-- Opening Marker --

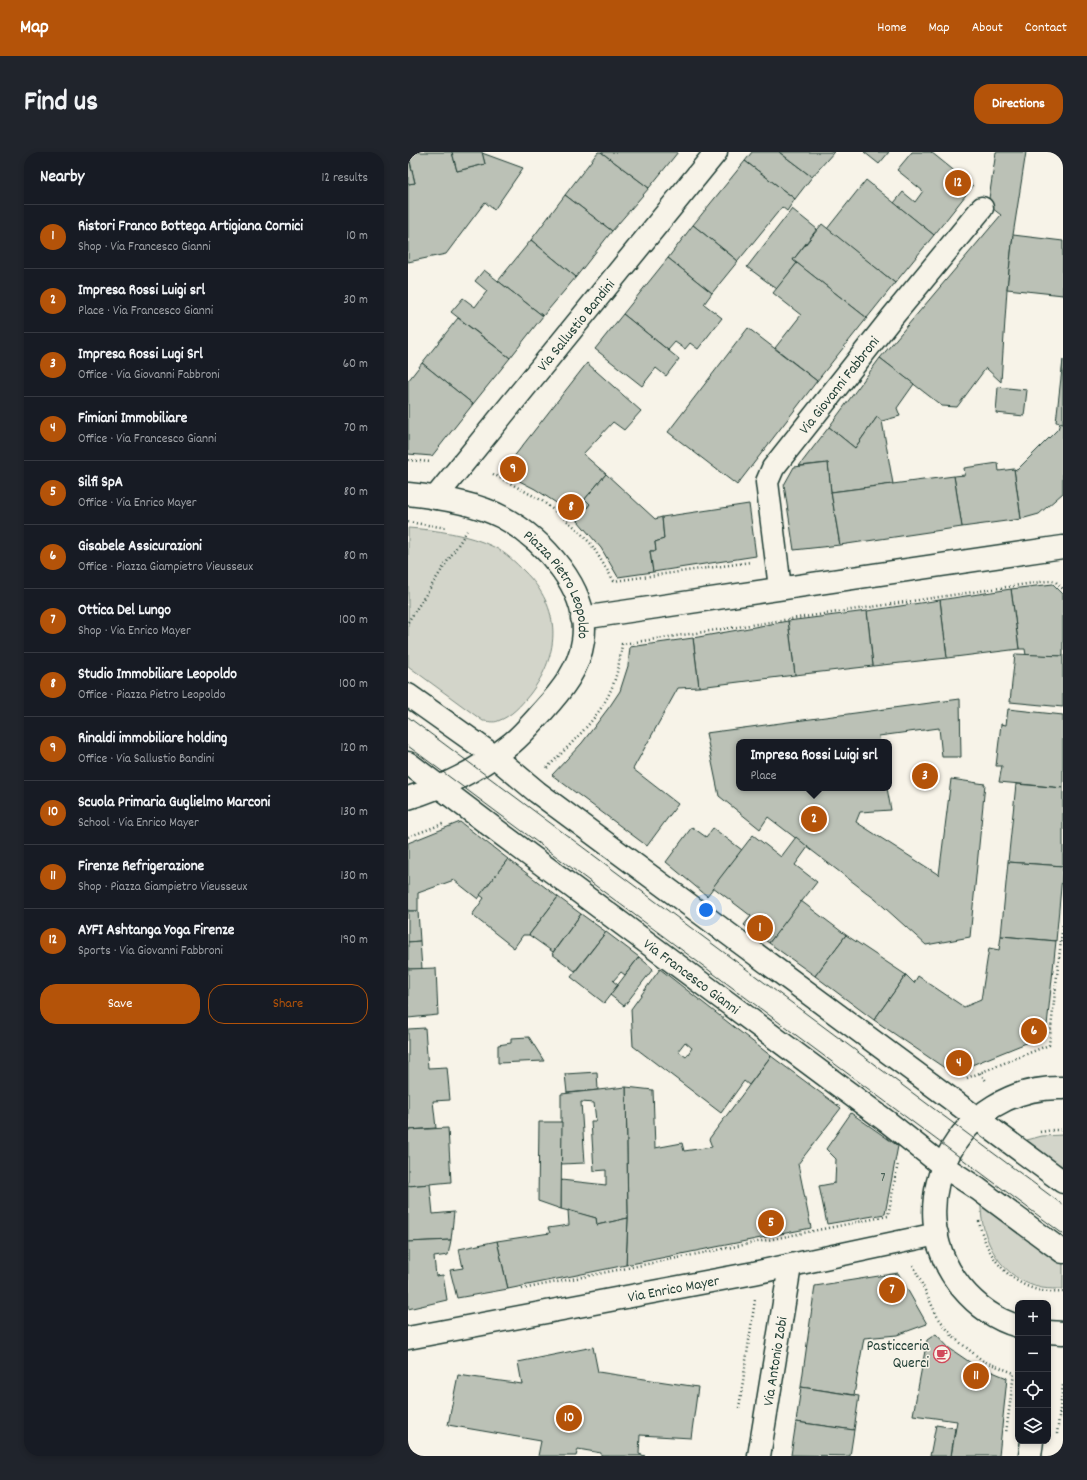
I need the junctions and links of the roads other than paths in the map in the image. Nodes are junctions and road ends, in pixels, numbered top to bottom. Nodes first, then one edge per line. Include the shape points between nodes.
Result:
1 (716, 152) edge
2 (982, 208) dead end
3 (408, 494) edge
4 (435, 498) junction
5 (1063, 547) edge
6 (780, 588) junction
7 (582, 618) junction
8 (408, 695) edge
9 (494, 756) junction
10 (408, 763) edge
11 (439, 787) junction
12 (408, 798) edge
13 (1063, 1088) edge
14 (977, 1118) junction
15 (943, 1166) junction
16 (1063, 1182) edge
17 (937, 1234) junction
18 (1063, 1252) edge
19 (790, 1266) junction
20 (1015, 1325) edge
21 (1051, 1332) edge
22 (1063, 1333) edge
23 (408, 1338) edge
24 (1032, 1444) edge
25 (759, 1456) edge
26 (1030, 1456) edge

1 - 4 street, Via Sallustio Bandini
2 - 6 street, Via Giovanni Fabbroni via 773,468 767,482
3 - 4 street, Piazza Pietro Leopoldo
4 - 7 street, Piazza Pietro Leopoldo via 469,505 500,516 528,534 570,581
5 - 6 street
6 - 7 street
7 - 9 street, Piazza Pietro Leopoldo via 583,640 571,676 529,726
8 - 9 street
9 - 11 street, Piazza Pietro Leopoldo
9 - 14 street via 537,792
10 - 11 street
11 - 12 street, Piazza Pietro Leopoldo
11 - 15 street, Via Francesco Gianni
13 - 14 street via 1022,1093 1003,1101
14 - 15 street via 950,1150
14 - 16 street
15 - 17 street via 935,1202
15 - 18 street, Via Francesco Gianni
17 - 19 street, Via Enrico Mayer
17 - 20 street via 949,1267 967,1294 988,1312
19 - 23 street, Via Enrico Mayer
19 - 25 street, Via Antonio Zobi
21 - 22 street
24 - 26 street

-- Closing Marker --

**Problem requirements**
Please write out all the entries above again exactly as they appear, skipping any images.

**Output of the task**
I need the junctions and links of the roads other than paths in the map in the image. Nodes are junctions and road ends, in pixels, numbered top to bottom. Nodes first, then one edge per line. Include the shape points between nodes.
Result:
1 (716, 152) edge
2 (982, 208) dead end
3 (408, 494) edge
4 (435, 498) junction
5 (1063, 547) edge
6 (780, 588) junction
7 (582, 618) junction
8 (408, 695) edge
9 (494, 756) junction
10 (408, 763) edge
11 (439, 787) junction
12 (408, 798) edge
13 (1063, 1088) edge
14 (977, 1118) junction
15 (943, 1166) junction
16 (1063, 1182) edge
17 (937, 1234) junction
18 (1063, 1252) edge
19 (790, 1266) junction
20 (1015, 1325) edge
21 (1051, 1332) edge
22 (1063, 1333) edge
23 (408, 1338) edge
24 (1032, 1444) edge
25 (759, 1456) edge
26 (1030, 1456) edge

1 - 4 street, Via Sallustio Bandini
2 - 6 street, Via Giovanni Fabbroni via 773,468 767,482
3 - 4 street, Piazza Pietro Leopoldo
4 - 7 street, Piazza Pietro Leopoldo via 469,505 500,516 528,534 570,581
5 - 6 street
6 - 7 street
7 - 9 street, Piazza Pietro Leopoldo via 583,640 571,676 529,726
8 - 9 street
9 - 11 street, Piazza Pietro Leopoldo
9 - 14 street via 537,792
10 - 11 street
11 - 12 street, Piazza Pietro Leopoldo
11 - 15 street, Via Francesco Gianni
13 - 14 street via 1022,1093 1003,1101
14 - 15 street via 950,1150
14 - 16 street
15 - 17 street via 935,1202
15 - 18 street, Via Francesco Gianni
17 - 19 street, Via Enrico Mayer
17 - 20 street via 949,1267 967,1294 988,1312
19 - 23 street, Via Enrico Mayer
19 - 25 street, Via Antonio Zobi
21 - 22 street
24 - 26 street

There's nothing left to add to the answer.